This article is the "word vector 'with Word2Vec training Chinese word vector (a) - the use of search dogs news data set based on the two corpora merge, and then trained better word vector model.
Reference: Based word2vec wiki using the Chinese word training corpus vector
small projects (Gensim Library) - Wikipedia Chinese data processing
table of Contents
Download dataset
Click here to download: Wiki Corpus selected date.

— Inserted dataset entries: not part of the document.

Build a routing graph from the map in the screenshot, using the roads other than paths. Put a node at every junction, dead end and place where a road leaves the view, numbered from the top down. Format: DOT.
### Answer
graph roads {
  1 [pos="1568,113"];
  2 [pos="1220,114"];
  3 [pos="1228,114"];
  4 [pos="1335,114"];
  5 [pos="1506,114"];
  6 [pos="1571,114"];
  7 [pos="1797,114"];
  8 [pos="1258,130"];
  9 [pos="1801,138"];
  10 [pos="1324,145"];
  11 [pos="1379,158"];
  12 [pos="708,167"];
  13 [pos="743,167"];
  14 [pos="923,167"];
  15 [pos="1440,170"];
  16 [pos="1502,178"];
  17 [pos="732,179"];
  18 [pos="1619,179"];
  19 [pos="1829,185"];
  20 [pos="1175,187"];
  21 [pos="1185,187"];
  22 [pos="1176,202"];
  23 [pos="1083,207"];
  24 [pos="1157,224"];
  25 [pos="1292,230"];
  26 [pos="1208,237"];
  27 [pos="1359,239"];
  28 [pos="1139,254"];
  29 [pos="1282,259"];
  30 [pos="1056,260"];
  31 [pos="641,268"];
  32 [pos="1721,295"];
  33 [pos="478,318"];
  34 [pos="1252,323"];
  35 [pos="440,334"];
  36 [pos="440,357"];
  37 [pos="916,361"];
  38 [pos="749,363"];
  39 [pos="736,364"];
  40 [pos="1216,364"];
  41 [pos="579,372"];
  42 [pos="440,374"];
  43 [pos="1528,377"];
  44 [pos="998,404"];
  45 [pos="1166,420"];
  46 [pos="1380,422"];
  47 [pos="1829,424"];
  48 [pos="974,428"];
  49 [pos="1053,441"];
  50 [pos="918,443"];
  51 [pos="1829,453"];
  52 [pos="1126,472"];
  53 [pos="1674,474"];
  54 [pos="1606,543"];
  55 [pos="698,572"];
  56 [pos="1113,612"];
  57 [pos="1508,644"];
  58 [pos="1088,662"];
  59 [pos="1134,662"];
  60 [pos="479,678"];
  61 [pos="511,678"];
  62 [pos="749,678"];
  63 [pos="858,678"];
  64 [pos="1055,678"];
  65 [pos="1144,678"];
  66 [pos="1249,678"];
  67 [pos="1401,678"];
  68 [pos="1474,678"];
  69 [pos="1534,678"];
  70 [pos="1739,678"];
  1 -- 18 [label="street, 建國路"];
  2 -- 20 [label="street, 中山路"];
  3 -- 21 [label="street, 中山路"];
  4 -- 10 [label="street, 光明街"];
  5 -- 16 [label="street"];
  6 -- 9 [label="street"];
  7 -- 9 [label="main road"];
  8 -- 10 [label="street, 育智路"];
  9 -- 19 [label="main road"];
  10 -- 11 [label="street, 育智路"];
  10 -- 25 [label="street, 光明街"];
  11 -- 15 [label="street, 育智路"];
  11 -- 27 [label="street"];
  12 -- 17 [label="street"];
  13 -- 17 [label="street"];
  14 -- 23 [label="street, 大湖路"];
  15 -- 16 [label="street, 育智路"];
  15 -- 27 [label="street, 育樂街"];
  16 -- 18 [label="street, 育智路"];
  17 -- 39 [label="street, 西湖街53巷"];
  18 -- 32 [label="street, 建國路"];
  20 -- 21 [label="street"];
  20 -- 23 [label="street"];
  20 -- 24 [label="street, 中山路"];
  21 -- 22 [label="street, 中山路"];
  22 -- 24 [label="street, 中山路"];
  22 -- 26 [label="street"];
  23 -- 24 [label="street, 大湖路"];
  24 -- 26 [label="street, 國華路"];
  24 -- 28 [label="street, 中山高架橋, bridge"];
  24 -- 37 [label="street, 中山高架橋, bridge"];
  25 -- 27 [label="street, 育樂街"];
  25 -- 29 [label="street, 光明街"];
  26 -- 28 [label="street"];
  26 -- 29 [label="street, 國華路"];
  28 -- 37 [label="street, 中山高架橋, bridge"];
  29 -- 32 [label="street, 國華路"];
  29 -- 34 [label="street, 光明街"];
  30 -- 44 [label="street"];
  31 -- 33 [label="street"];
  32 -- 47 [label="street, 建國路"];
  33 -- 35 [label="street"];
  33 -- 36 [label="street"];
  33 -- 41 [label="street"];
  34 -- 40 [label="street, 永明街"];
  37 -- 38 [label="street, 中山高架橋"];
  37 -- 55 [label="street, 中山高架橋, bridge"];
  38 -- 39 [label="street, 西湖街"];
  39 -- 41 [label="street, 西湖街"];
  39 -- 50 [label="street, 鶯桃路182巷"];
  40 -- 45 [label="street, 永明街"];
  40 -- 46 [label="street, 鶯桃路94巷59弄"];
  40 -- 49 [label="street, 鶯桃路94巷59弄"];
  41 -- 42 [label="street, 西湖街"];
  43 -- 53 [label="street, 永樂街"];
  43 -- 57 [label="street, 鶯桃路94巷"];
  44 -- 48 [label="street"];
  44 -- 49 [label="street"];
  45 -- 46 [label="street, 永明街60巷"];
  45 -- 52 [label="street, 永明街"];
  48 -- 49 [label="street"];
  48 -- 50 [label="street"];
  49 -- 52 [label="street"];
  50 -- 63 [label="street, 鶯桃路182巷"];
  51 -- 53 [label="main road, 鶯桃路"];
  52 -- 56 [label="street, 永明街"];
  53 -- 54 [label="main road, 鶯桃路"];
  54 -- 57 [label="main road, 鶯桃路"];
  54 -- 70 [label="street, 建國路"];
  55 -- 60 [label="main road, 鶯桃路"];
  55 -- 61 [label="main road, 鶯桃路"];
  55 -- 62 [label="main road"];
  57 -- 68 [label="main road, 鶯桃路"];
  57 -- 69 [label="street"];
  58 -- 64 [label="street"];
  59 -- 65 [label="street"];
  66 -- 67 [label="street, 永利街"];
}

The file is downloaded zhwiki-latest-pages-articles.xml.bz2, size 1.75GB (especially slow download speed).
Data Processing Set
(A) text extraction
There are two ways to extract text from a compressed file:
- Use gensim.corpora of WikiCorpus directly to Wikipedia corpus processing. Save to wikiCorpus / wikiCorpus.txt
from gensim.corpora import WikiCorpus
if __name__ == '__main__':
print('主程序开始...')
input_file_name = 'zhwiki-latest-pages-articles.xml.bz2'
output_file_name = 'wikiCorpus/wikiCorpus.txt'
print('开始读入wiki数据...')
input_file = WikiCorpus(input_file_name, lemmatize=False, dictionary={})
print('wiki数据读入完成!')
print('处理程序开始...')
count = 0
with open(output_file_name, 'wb') as output_file:
for text in input_file.get_texts():
output_file.write(' '.join(text).encode("utf-8"))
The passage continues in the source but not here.